(Stored data)

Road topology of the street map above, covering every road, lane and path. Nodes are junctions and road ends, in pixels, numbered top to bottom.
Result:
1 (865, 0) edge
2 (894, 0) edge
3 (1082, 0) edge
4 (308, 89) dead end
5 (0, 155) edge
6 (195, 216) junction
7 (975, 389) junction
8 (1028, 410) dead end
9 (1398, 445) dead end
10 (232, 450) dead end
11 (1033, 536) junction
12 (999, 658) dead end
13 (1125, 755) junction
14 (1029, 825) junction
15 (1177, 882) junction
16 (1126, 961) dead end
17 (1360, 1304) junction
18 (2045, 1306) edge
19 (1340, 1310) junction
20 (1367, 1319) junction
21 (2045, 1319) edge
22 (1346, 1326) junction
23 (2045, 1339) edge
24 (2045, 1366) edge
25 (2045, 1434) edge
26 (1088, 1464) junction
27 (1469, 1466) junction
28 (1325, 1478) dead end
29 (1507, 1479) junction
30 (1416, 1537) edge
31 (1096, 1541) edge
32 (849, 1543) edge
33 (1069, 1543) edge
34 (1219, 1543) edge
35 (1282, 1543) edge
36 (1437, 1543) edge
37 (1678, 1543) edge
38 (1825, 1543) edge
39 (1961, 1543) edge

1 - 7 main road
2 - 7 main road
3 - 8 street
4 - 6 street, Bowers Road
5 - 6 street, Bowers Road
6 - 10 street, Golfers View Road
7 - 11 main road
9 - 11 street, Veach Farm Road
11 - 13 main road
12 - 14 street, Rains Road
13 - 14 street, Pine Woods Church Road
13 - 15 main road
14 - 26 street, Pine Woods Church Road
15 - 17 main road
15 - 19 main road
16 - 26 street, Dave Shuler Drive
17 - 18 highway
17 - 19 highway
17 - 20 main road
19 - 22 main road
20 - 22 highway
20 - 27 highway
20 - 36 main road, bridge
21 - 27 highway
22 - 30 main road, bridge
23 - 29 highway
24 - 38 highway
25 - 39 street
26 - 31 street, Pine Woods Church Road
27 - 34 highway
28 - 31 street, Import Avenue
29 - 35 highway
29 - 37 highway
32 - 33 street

What you are asked to do:
Line by line, the data should be returned exactly as written.

Reply to the exercise:
Road topology of the street map above, covering every road, lane and path. Nodes are junctions and road ends, in pixels, numbered top to bottom.
Result:
1 (865, 0) edge
2 (894, 0) edge
3 (1082, 0) edge
4 (308, 89) dead end
5 (0, 155) edge
6 (195, 216) junction
7 (975, 389) junction
8 (1028, 410) dead end
9 (1398, 445) dead end
10 (232, 450) dead end
11 (1033, 536) junction
12 (999, 658) dead end
13 (1125, 755) junction
14 (1029, 825) junction
15 (1177, 882) junction
16 (1126, 961) dead end
17 (1360, 1304) junction
18 (2045, 1306) edge
19 (1340, 1310) junction
20 (1367, 1319) junction
21 (2045, 1319) edge
22 (1346, 1326) junction
23 (2045, 1339) edge
24 (2045, 1366) edge
25 (2045, 1434) edge
26 (1088, 1464) junction
27 (1469, 1466) junction
28 (1325, 1478) dead end
29 (1507, 1479) junction
30 (1416, 1537) edge
31 (1096, 1541) edge
32 (849, 1543) edge
33 (1069, 1543) edge
34 (1219, 1543) edge
35 (1282, 1543) edge
36 (1437, 1543) edge
37 (1678, 1543) edge
38 (1825, 1543) edge
39 (1961, 1543) edge

1 - 7 main road
2 - 7 main road
3 - 8 street
4 - 6 street, Bowers Road
5 - 6 street, Bowers Road
6 - 10 street, Golfers View Road
7 - 11 main road
9 - 11 street, Veach Farm Road
11 - 13 main road
12 - 14 street, Rains Road
13 - 14 street, Pine Woods Church Road
13 - 15 main road
14 - 26 street, Pine Woods Church Road
15 - 17 main road
15 - 19 main road
16 - 26 street, Dave Shuler Drive
17 - 18 highway
17 - 19 highway
17 - 20 main road
19 - 22 main road
20 - 22 highway
20 - 27 highway
20 - 36 main road, bridge
21 - 27 highway
22 - 30 main road, bridge
23 - 29 highway
24 - 38 highway
25 - 39 street
26 - 31 street, Pine Woods Church Road
27 - 34 highway
28 - 31 street, Import Avenue
29 - 35 highway
29 - 37 highway
32 - 33 street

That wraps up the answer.